Le divorce est considéré par de nombreux travaux en psychologie comme l’un des événements de vie les plus stressants et potentiellement traumatisants. Selon l’échelle de Holmes et Rahe (1967), qui mesure l’impact des stresseurs de vie sur la santé, le divorce se situe parmi les premières positions, au même niveau que le décès d’un conjoint. Il ne s’agit pas seulement d’une rupture légale, mais bien d’un bouleversement existentiel impliquant une perte de repères, une redéfinition identitaire et une réorganisation relationnelle.
Face à ce choc psychologique, l’accompagnement thérapeutique s’avère fondamental. Le divorce entraîne souvent une cascade émotionnelle : tristesse, colère, culpabilité, sentiments d’abandon ou d’échec. Ces réactions peuvent, en l’absence de traitement, se transformer en troubles anxieux ou dépressifs persistants.
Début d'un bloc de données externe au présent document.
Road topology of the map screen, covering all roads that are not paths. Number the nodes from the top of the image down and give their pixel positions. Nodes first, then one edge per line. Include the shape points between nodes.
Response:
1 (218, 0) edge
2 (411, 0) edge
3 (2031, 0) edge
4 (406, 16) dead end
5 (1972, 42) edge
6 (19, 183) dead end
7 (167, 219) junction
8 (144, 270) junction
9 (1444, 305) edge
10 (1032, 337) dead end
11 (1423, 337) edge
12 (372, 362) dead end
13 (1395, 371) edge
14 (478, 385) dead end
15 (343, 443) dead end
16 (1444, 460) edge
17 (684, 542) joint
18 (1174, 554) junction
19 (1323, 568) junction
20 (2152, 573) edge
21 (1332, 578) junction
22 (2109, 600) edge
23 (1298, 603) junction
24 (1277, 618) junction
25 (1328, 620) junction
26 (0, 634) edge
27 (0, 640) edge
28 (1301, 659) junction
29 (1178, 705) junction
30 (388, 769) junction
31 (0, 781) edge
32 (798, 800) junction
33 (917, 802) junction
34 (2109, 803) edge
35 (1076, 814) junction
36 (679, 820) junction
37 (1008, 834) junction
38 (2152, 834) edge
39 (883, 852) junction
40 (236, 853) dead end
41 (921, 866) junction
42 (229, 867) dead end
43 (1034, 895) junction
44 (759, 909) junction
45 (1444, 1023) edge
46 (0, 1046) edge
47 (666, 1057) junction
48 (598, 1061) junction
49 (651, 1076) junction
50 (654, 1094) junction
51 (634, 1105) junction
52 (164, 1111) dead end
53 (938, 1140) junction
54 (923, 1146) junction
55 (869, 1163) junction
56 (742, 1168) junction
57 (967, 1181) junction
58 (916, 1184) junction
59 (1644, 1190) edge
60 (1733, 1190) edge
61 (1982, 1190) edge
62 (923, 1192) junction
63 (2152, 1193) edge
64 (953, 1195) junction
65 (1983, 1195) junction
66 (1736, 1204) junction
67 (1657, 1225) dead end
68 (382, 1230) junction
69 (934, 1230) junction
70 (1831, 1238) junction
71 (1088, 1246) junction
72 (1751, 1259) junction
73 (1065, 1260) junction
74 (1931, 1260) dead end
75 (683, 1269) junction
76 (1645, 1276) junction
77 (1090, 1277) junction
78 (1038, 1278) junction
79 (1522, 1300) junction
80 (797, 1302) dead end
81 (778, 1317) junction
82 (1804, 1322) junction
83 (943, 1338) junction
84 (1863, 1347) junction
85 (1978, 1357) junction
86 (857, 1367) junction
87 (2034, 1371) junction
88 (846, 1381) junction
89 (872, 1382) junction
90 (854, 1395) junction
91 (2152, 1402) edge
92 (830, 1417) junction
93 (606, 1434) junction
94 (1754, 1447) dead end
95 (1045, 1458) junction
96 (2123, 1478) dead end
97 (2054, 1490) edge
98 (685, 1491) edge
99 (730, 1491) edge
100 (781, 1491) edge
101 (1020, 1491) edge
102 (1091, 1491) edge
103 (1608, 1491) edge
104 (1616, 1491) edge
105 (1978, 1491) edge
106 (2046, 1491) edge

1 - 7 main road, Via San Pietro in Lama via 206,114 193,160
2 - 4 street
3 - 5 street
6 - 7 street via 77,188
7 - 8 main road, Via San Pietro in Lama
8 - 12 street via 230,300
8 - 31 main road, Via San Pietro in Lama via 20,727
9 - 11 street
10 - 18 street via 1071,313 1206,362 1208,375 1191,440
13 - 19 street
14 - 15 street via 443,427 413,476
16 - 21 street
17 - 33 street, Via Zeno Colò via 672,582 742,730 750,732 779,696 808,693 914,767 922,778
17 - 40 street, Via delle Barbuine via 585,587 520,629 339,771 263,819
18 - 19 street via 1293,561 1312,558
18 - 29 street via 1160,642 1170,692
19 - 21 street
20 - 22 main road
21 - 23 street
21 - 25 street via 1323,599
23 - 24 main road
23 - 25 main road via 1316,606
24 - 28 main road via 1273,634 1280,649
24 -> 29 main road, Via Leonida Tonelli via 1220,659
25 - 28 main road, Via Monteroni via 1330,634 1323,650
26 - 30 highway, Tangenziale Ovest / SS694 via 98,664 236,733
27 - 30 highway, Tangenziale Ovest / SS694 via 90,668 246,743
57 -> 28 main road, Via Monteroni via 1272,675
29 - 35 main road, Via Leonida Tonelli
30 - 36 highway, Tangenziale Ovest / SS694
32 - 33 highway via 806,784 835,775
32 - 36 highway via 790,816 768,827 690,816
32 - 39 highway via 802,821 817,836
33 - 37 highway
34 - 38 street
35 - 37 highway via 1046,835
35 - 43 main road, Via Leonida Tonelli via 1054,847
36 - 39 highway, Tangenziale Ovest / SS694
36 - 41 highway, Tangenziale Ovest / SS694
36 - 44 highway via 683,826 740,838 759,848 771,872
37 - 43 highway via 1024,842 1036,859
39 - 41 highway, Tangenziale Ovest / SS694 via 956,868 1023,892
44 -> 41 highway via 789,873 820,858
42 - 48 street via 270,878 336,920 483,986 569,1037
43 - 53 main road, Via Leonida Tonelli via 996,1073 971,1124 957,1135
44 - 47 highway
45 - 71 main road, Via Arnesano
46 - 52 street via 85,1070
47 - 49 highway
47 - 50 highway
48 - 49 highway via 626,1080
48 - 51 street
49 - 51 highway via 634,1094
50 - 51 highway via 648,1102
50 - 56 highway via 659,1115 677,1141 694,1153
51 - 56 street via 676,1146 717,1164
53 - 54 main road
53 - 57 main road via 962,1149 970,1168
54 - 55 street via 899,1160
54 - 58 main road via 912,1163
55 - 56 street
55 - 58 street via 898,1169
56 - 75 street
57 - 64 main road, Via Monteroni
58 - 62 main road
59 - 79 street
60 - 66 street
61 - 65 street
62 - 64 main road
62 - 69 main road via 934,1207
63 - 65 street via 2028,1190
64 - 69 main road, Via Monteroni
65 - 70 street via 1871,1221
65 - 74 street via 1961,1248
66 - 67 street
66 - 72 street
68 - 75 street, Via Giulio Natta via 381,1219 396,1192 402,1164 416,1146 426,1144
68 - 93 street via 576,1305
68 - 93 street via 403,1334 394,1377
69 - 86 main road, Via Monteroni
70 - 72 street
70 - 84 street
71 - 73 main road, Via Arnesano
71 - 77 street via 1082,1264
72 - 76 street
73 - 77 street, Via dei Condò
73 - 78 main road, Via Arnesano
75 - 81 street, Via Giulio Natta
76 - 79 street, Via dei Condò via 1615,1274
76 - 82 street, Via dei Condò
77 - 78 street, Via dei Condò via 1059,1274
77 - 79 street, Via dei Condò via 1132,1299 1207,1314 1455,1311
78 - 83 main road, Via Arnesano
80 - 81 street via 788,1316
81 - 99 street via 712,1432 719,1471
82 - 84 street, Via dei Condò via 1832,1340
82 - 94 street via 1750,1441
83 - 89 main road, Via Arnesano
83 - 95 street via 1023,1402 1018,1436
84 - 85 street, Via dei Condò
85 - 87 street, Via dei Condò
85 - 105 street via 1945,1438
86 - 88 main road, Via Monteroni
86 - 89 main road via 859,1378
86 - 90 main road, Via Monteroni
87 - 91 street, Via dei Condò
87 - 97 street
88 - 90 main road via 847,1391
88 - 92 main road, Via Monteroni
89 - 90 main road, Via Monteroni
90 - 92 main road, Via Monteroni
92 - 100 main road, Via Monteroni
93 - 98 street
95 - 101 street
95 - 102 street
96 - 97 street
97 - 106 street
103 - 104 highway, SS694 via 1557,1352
Le cadre psychologique offre un espace sécurisé pour accueillir et réguler ces affects, permettant au sujet d’élaborer le vécu de la rupture plutôt que de le subir.
Le caractère abrupt et multidimensionnel de ce choc se manifeste également dans la sphère cognitive et comportementale. La surcharge émotionnelle liée à la séparation altère les capacités de jugement et de prise de décision. Or, le divorce exige des choix concrets et parfois complexes : garde des enfants, partage du patrimoine, nouvelles modalités de vie quotidienne. L’accompagnement psychologique favorise une meilleure gestion du stress et soutient des prises de décision plus adaptées, réduisant ainsi les risques d’impulsivité ou de conflits prolongés.
Sur le plan familial, l’intensité du choc est également ressentie par les enfants, qui peuvent développer des symptômes d’anxiété, des troubles scolaires ou des difficultés relationnelles. L’accompagnement psychologique aide les parents à adopter une communication plus constructive et à limiter les effets délétères de la séparation sur le développement de l’enfant.
Enfin, la littérature en psychologie du traumatisme et de la résilience (Cyrulnik, 2009) rappelle que les chocs de vie, s’ils sont pris en charge, peuvent devenir des opportunités de transformation. L’accompagnement permet de reconstruire une narration personnelle cohérente, de restaurer l’estime de soi et d’ouvrir la voie vers de nouveaux projets de vie.
Ainsi, envisager le divorce comme un choc psychologique à traiter n’est pas une exagération, mais une nécessité clinique. L’accompagnement psychologique ne se limite pas à un soutien ponctuel ; il constitue un véritable processus de soin, de prévention des troubles psychiques et de promotion de la résilience individuelle et familiale.